O principal resultado do Brasil veio no revezamento 4x100m livre masculino. Depois da medalha de prata no Mundial de Budapeste, o quarteto, que contou com as entradas Marco Antonio Ferreira Júnior e Pedro Spajari, consolidou o bom rendimento com a conquista da medalha de ouro, muito comemorada também pelos dirigentes.

“Ganhamos o inédito ouro do 4×100 e ele veio com o melhor tempo do mundo em 2018. Os outros revezamentos também mostraram renovação e força, obtendo tempos melhores que nas olimpíadas do Rio 2016”, disse o presidente Miguel Cagnoni, que esteve no Japão acompanhando a equipe.

Além do ouro no revezamento, a Natação conquistou outras três medalhas: Leonardo de Deus, prata nos 200m borboleta, João Gomes Júnior, bronze nos 100m peito, e Vinicius Lanza, bronze nos 100m borboleta. Fora das piscinas, o desempenho brasileiro também foi comemorado. No mar, Ana Marcela Cunha fez história ao conquistar o bronze, que significou primeira medalha da história do Brasil em Maratonas Aquáticas em Pan-Pacíficos.

“Tivemos toda a receptividade dos japoneses e das equipes do COB que estão em Sagamihara. Conversando com os atletas e com a comissão técnica, sentimos como todos estavam felizes de estarem lá. Essa estrutura oferecida foi fundamental para que tivéssemos estas medalhas e tempos que conquistamos no Pan-Pacífico. Tudo isso é fruto de uma parceria que pode render muito ao Brasil”, explicou o dirigente.
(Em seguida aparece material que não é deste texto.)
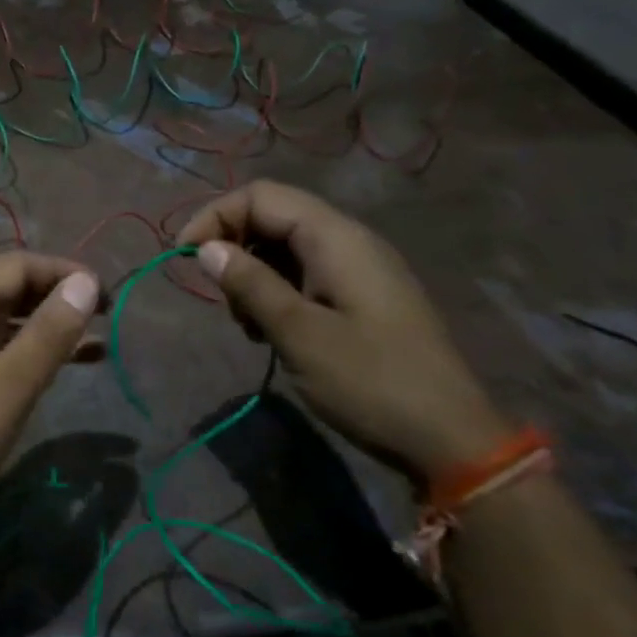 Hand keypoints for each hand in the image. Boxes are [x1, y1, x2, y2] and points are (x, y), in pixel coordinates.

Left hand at [0, 253, 102, 543]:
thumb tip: (85, 281)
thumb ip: (49, 332)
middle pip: (6, 288)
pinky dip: (21, 354)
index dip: (64, 272)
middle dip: (56, 298)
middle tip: (104, 320)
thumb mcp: (9, 385)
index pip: (17, 264)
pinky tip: (49, 374)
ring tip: (95, 348)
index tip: (107, 296)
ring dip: (43, 329)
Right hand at [177, 181, 511, 482]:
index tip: (183, 255)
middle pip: (273, 216)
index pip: (261, 196)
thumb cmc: (370, 381)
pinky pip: (306, 274)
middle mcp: (349, 242)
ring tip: (246, 323)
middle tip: (218, 297)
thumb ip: (250, 284)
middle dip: (232, 246)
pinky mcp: (363, 298)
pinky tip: (271, 331)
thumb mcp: (298, 333)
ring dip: (252, 274)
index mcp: (336, 239)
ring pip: (286, 248)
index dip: (215, 216)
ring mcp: (359, 270)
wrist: (453, 440)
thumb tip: (206, 248)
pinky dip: (277, 291) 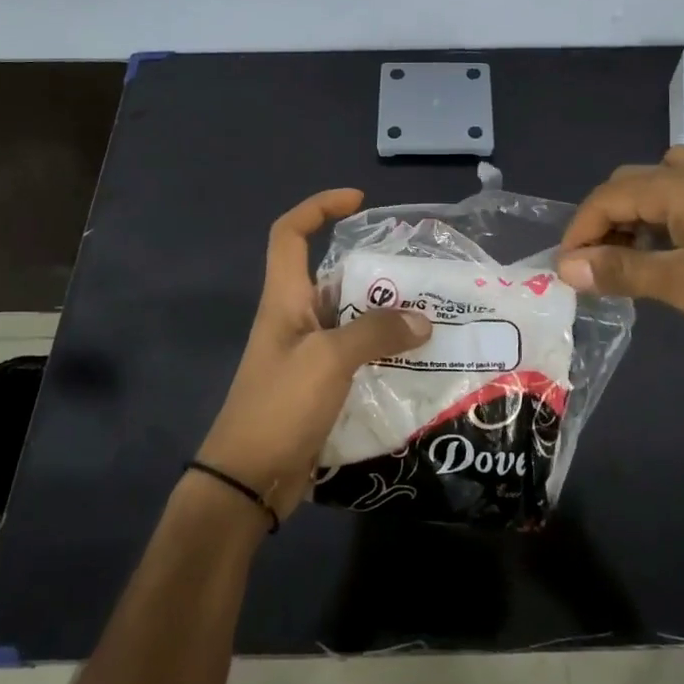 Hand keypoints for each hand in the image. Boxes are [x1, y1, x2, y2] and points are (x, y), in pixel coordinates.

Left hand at [196, 188, 431, 520]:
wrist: (248, 482)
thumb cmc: (278, 407)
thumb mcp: (329, 360)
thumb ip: (376, 333)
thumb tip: (424, 319)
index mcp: (285, 299)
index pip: (289, 233)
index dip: (319, 207)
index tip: (359, 202)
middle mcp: (296, 319)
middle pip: (335, 277)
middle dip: (377, 272)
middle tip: (424, 275)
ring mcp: (309, 355)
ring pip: (353, 320)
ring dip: (388, 317)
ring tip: (435, 317)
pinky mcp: (321, 387)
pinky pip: (359, 357)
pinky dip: (386, 354)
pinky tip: (420, 363)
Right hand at [557, 146, 683, 376]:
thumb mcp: (682, 284)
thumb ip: (621, 270)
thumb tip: (565, 266)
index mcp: (681, 185)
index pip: (608, 195)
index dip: (580, 230)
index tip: (566, 271)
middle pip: (631, 184)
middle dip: (602, 220)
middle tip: (593, 265)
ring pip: (659, 189)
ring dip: (632, 218)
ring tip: (625, 260)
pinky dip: (660, 223)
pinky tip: (665, 257)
“Foi muito importante realizar tudo isso na cidade que será sede das Olimpíadas de 2020, que é o nosso foco total neste momento. Construímos relacionamentos com o Japão, encontramos caminhos, criamos uma cultura de união. Agora é acertar detalhes e continuar evoluindo para chegarmos em 2020 prontos”, finalizou.